23 Views Asked by At

The data are traffic counts of one minute (20 different days) of 5000 streets. The problem is that the mean of the 20x5000 observations does not explain much as it is not a normal distribution. Also, there is high variability in the street itself, due to the issues such as traffic jams, traffic lights, accidents, etc., there are big variations, even a lot of zeros. Probably a smooth maximum? I lack of deeper knowledge, but sure that there is a mathematical approach that provides a (one!) metric that can better represent the “intensity” or “flow” of that city. Thank you!

1

There are 1 best solutions below

2
On BEST ANSWER

Just because the data is non-normal, doesn't mean that the mean isn't potentially a useful value. If you data are from a simple random sample of the full data (or of the underlying model), then the sample mean is still an unbiased estimator of the population (or model) mean.

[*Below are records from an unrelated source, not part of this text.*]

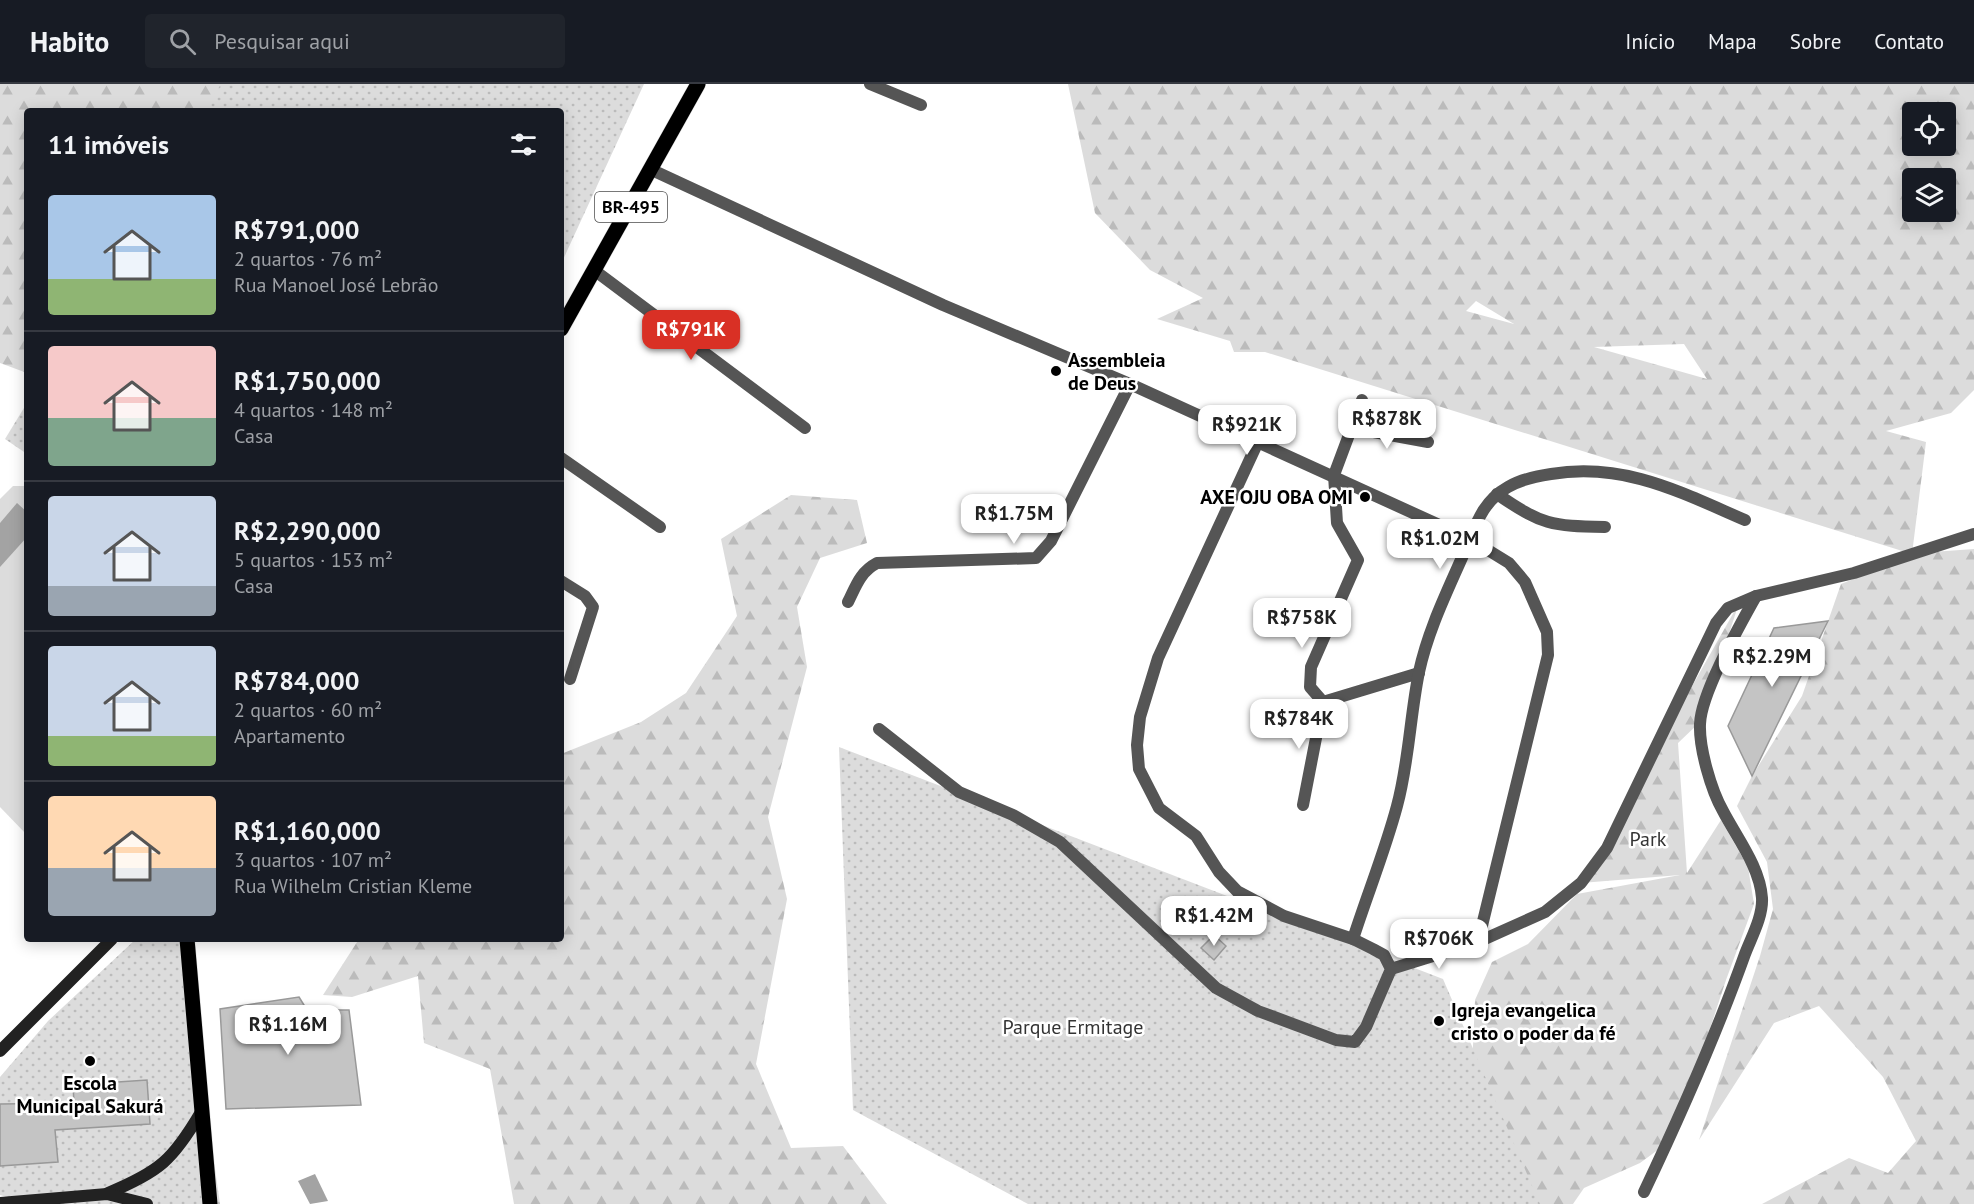 <!DOCTYPE html>
<html lang="pt">
<meta charset="utf-8">
<style>
:root{--surface:#171b24;--page:#20242c;--text:#f1f3f6;--muted:#9ea1a6;--line:#363941;--accent:#d93025}
body{margin:0;font-family:"PT Sans",sans-serif;background:var(--page);color:var(--text);height:100vh;display:flex;flex-direction:column;font-size:22px;white-space:nowrap}
*{box-sizing:border-box;margin:0}
p{font-size:20px;color:var(--muted)}
.icon{flex:none;width:33px;height:33px;fill:none;stroke:currentColor;stroke-width:2;stroke-linecap:round;stroke-linejoin:round}
.map{position:relative;flex:1;overflow:hidden}
.details{position:absolute;left:24px;top:24px;width:540px;height:834px;display:flex;flex-direction:column;background:var(--surface);border-radius:6px;box-shadow:0 3px 15px #0003}
.details>*{flex:none}
.fabs{position:absolute;left:1902px;top:18px;display:grid;gap:12px}
.fabs a{display:grid;place-items:center;width:54px;height:54px;border-radius:6px;background:var(--surface);box-shadow:0 3px 15px #0003;font-size:30px}
.price{position:absolute;translate:-50% -51px;padding:0 14px;border-radius:12px;background:#fff;color:#222;font-size:20px;line-height:39px;filter:drop-shadow(0 2px 3px #0008)}
.price::after{content:'';position:absolute;left:50%;top:36px;width:18px;height:14px;margin-left:-9px;background:inherit;clip-path:polygon(0 0,100% 0,50% 100%)}
.price.current{background:var(--accent);color:#fff}
ul{padding:0;list-style:none}
li{display:flex;align-items:center;gap:18px;height:150px;padding:0 24px}
li+li{border-top:2px solid var(--line)}
li span{display:grid;place-items:center;flex:none;width:168px;height:120px;border-radius:6px;color:#555}
li>.icon{margin-inline-start:auto}
span .icon{width:72px;height:72px;fill:#fffc;stroke-width:1}
li b{font-size:26px}
h2{display:flex;justify-content:space-between;align-items:center;height:72px;padding:0 24px;font-size:26px}
header{display:flex;align-items:center;gap:36px;box-sizing:border-box;height:84px;padding:0 30px;background:var(--surface);border-bottom:2px solid var(--line)}
header strong{font-size:28px}
nav{display:flex;gap:33px;margin-inline-start:auto;font-size:21px}
.search{width:420px;height:54px;background:var(--page);display:flex;align-items:center;gap:15px;box-sizing:border-box;padding:0 21px;border-radius:6px;color:var(--muted);font-size:22px}
.map>svg:first-child{display:block}
</style>
<header>
<strong>Habito</strong>
<div class="search"><svg class="icon" aria-label="search" viewBox="0 0 24 24"><circle cx="10" cy="10" r="6"/><path d="M15 15l6 6"/></svg>Pesquisar aqui</div>
<nav><a>Início</a><a>Mapa</a><a>Sobre</a><a>Contato</a></nav>
</header>
<div class="map">
<svg width="1974" height="1120" viewBox="0 0 1974 1120">
<defs>
<pattern id="forest-firs" width="22" height="20" patternUnits="userSpaceOnUse" patternTransform="scale(1.5)"><rect width="22" height="20" fill="#dcdcdc"/><path d="M5 1l3.5 6h-7zM16 11l3.5 6h-7z" fill="#bbb"/></pattern>
<pattern id="park-dots" width="8" height="8" patternUnits="userSpaceOnUse" patternTransform="scale(1.5)"><rect width="8" height="8" fill="#dcdcdc"/><path d="M2 2h.1M6 6h.1" fill="none" stroke="#bbb" stroke-width="1.8" stroke-linecap="round"/></pattern>
</defs>
<rect width="100%" height="100%" fill="#fff"/>
<!-- green -->
<path fill="#dcdcdc" d="M13,402h14v349l-27,-28v-308z"/>
<!-- forest -->
<g fill="url(#forest-firs)" fill-rule="evenodd">
<path d="M0,0h301l-2,27h-272v262l-27,-10z"/>
<path d="M1068,0h906v306l-23,23 -65,18 40,11 -14,112 -647,-202h-31l-4,-11 -73,-22 46,-21 -53,-28 -55,-57zM1912,28h34v34h-34zM1912,94h34v34h-34zM1476,217l38,23 -48,-13zM1684,260l23,35 -113,-32z"/>
<path d="M791,411l66,5 10,43 -47,15 -23,49 10,60 -39,150 19,82 -31,165 35,84 52,-2 44,58h-373l-24,-135 -66,-26 -6,-67 -66,21 -29,-2 36,-56h202v-185l80,-32 45,-29 51,-77 -16,-77z"/>
<path d="M1974,465v655h-212l87,-46 39,15 28,-32 -33,-64 -64,-71 -45,17 -75,117 61,-184 13,-47 -6,-47 -30,-56 15,-30 50,-80 39,-112 77,-31z"/>
<path d="M1739,519l-39,119 -22,21 9,130 34,-53 27,47 6,37 -28,76 -52,158 -34,25 -56,25 -11,16h-65l-38,-89 5,-115 17,-38 36,-18 49,-50 103,-19 -99,8z"/>
</g>
<!-- park -->
<g fill="url(#park-dots)">
<path d="M221,0h423l-83,180v-153h-357z"/>
<path d="M27,319v51l-22,-15z"/>
<path d="M839,663l604,232 97,225h-512l-175,-94z"/>
<path d="M136,855h51l9,96 24,169h-187l-33,-9v-118l48,-56z"/>
</g>
<!-- water -->
<g fill="#a3a3a3">
<path d="M17,419l10,9v25l-27,30v-44z"/>
<path d="M315,1090l13,27 -18,3 -12,-23z"/>
</g>
<!-- building -->
<g fill="#c4c4c4" stroke="#999" stroke-width="1.5">
<path d="M1828,537l-76,155 -24,-50 46,-98z"/>
<path d="M1214,851l12,11 -12,14 -13,-12z"/>
<path d="M299,913l8,13h42l12,95 -135,4 -6,-100z"/>
<path d="M147,996l3,44 -95,6 3,32 -58,4v-62l74,-1 -1,-18z"/>
</g>
<g fill="none" stroke-linecap="round" stroke-linejoin="round">
<defs>
<g id="primary">
<path d="M561,245l137,-245"/>
<path d="M187,855l23,265"/>
</g>
</defs>
<!-- primary casing -->
<use href="#primary" stroke="#dbdbdb" stroke-width="16"/>
<!-- street -->
<g stroke="#555" stroke-width="12">
<path d="M870,0l51,21"/>
<path d="M652,86l291,135 187,79 340,155 39,24 16,19 22,50 1,23 -70,287"/>
<path d="M594,186l211,158"/>
<path d="M1362,316l-28,75 3,48 21,37 -47,107 -1,20 13,15 96,-29"/>
<path d="M1352,344l76,14"/>
<path d="M561,374l99,69"/>
<path d="M1497,410c45,31 54,32 108,33"/>
<path d="M561,497l24,15 8,11 -23,72"/>
<path d="M848,518c8,-16 12,-30 29,-39l159,-5 15,-17 79,-157"/>
<path d="M879,645l80,63 54,23 47,27 156,146 42,23 78,29 19,2 11,-15 25,-58 -7,-14 -11,-6 -20,-10 -69,-23 -47,-25 -18,-19 -23,-36 -37,-28 -20,-39 -2,-24 3,-28 18,-59 99,-214"/>
<path d="M1303,721l20,-103"/>
<path d="M1353,855c14,-44 32,-88 44,-133 12,-44 13,-90 22,-134 9,-42 28,-80 45,-119 11,-25 17,-51 44,-66 12,-7 29,-11 43,-13 73,-12 129,18 194,46"/>
<path d="M1391,885l87,-27 67,-30 36,-29 26,-35 109,-225 12,-15 28,-12 98,-23 120,-39"/>
<path d="M1644,1108c37,-78 72,-157 101,-238 7,-18 18,-38 17,-56 -2,-31 -25,-60 -39,-87 -12,-21 -24,-63 -23,-87 1,-31 40,-99 56,-128"/>
</g>
<!-- secondary -->
<g stroke="#222" stroke-width="12">
<path d="M0,967l112,-112"/>
<path d="M108,1109c51,-21 65,-33 93,-81"/>
<path d="M0,1119l107,-9 40,10"/>
</g>
<!-- primary -->
<use href="#primary" stroke="#000" stroke-width="15"/>
</g>
<!-- markers -->
<g fill="#000" stroke="#fff" stroke-width="2">
<circle cx="1056" cy="287" r="6"/>
<circle cx="1365" cy="413" r="6"/>
<circle cx="1439" cy="937" r="6"/>
<circle cx="90" cy="977" r="6"/>
</g>
<g text-anchor="middle" stroke-width="5" stroke-linejoin="round" paint-order="stroke">
<!-- shield labels -->
<rect fill="#fff" stroke="#4c4c4c" stroke-width="1.5" x="595" y="108" width="72" height="30" rx="4.5"/>
<g font-size="18" font-weight="bold" fill="#000">
<text x="631" y="129">BR-495</text>
</g>
<!-- poi labels -->
<g font-size="20" font-weight="bold" fill="#000" stroke="#fff" text-anchor="start">
<text x="1068" y="283">Assembleia<tspan x="1068" dy="23">de Deus</tspan></text>
<text x="1353" y="420" text-anchor="end">AXE OJU OBA OMI</text>
<text x="1451" y="933">Igreja evangelica<tspan x="1451" dy="23">cristo o poder da fé</tspan></text>
<text x="90" y="1006" text-anchor="middle">Escola<tspan x="90" dy="23">Municipal Sakurá</tspan></text>
</g>
<!-- park labels -->
<g font-size="20" fill="#333" stroke="#fff">
<text x="1648" y="762">Park</text>
<text x="1073" y="950">Parque Ermitage</text>
</g>
</g>
</svg>
<div class="fabs">
<a><svg class="icon" aria-label="locate" viewBox="0 0 24 24"><circle cx="12" cy="12" r="6"/><path d="M12 2v4M12 18v4M2 12h4M18 12h4"/></svg></a>
<a><svg class="icon" aria-label="layers" viewBox="0 0 24 24"><path d="M12 4l9 5-9 5-9-5zM3 14l9 5 9-5"/></svg></a>
</div>
<b class="price current" style="left:691px;top:277px">R$791K</b>
<b class="price" style="left:1387px;top:366px">R$878K</b>
<b class="price" style="left:1247px;top:372px">R$921K</b>
<b class="price" style="left:1014px;top:461px">R$1.75M</b>
<b class="price" style="left:1440px;top:486px">R$1.02M</b>
<b class="price" style="left:1302px;top:565px">R$758K</b>
<b class="price" style="left:1772px;top:604px">R$2.29M</b>
<b class="price" style="left:1299px;top:666px">R$784K</b>
<b class="price" style="left:1214px;top:863px">R$1.42M</b>
<b class="price" style="left:1439px;top:886px">R$706K</b>
<b class="price" style="left:288px;top:972px">R$1.16M</b>
<section class="details">
<h2>11 imóveis<svg class="icon" aria-label="filters" viewBox="0 0 24 24"><path d="M4 7h16M4 17h16"/><circle cx="9" cy="7" r="2"/><circle cx="15" cy="17" r="2"/></svg></h2>
<ul>
<li><span style="background:linear-gradient(#a9c7e8 70%,#8fb573 0)"><svg class="icon" aria-label="home" viewBox="0 0 24 24"><path d="M3 11l9-7 9 7M6 9v11h12V9"/></svg></span><div><b>R$791,000</b><p>2 quartos · 76 m²</p><p>Rua Manoel José Lebrão</p></div></li>
<li><span style="background:linear-gradient(#f6c9c9 60%,#7fa58c 0)"><svg class="icon" aria-label="home" viewBox="0 0 24 24"><path d="M3 11l9-7 9 7M6 9v11h12V9"/></svg></span><div><b>R$1,750,000</b><p>4 quartos · 148 m²</p><p>Casa</p></div></li>
<li><span style="background:linear-gradient(#c9d6e8 75%,#9aa5b1 0)"><svg class="icon" aria-label="home" viewBox="0 0 24 24"><path d="M3 11l9-7 9 7M6 9v11h12V9"/></svg></span><div><b>R$2,290,000</b><p>5 quartos · 153 m²</p><p>Casa</p></div></li>
<li><span style="background:linear-gradient(#c9d6e8 75%,#8fb573 0)"><svg class="icon" aria-label="home" viewBox="0 0 24 24"><path d="M3 11l9-7 9 7M6 9v11h12V9"/></svg></span><div><b>R$784,000</b><p>2 quartos · 60 m²</p><p>Apartamento</p></div></li>
<li><span style="background:linear-gradient(#ffd9b3 60%,#9aa5b1 0)"><svg class="icon" aria-label="home" viewBox="0 0 24 24"><path d="M3 11l9-7 9 7M6 9v11h12V9"/></svg></span><div><b>R$1,160,000</b><p>3 quartos · 107 m²</p><p>Rua Wilhelm Cristian Kleme</p></div></li>
</ul>
</section>
</div>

However, it sounds like your problem is more trying to understand what property you even want to estimate, which is a conceptual one. Traffic is a flow, so static counts might not even be the best thing to measure - this is a problem in real-life statistics all the time, where you have to determine whether the data you have actually provides any information about the thing you're actually looking to describe. Sometimes, the answer is no, and you can only answer another, related question.

My first suggestion is to get in contact with someone whose expertise is related to measuring traffic - e.g. local road authorities - and see if they have any information on what they tend to measure, or design roads and signals based on. From the looks of it, traffic flow is a pretty dense theoretical field and there are a lot of factors other than just "number of cars at an intersection", so you may have to heavily cut down your expectations.

My second suggestion is to consider something relating to how long traffic stays at its peak capacity, or how long it takes to recover from being at peak. There might even be a nice maximum-likelihood estimator somewhat in the vein of the German tank problem (although you can't apply that one directly since you don't have unique sequential identifiers for the vehicles).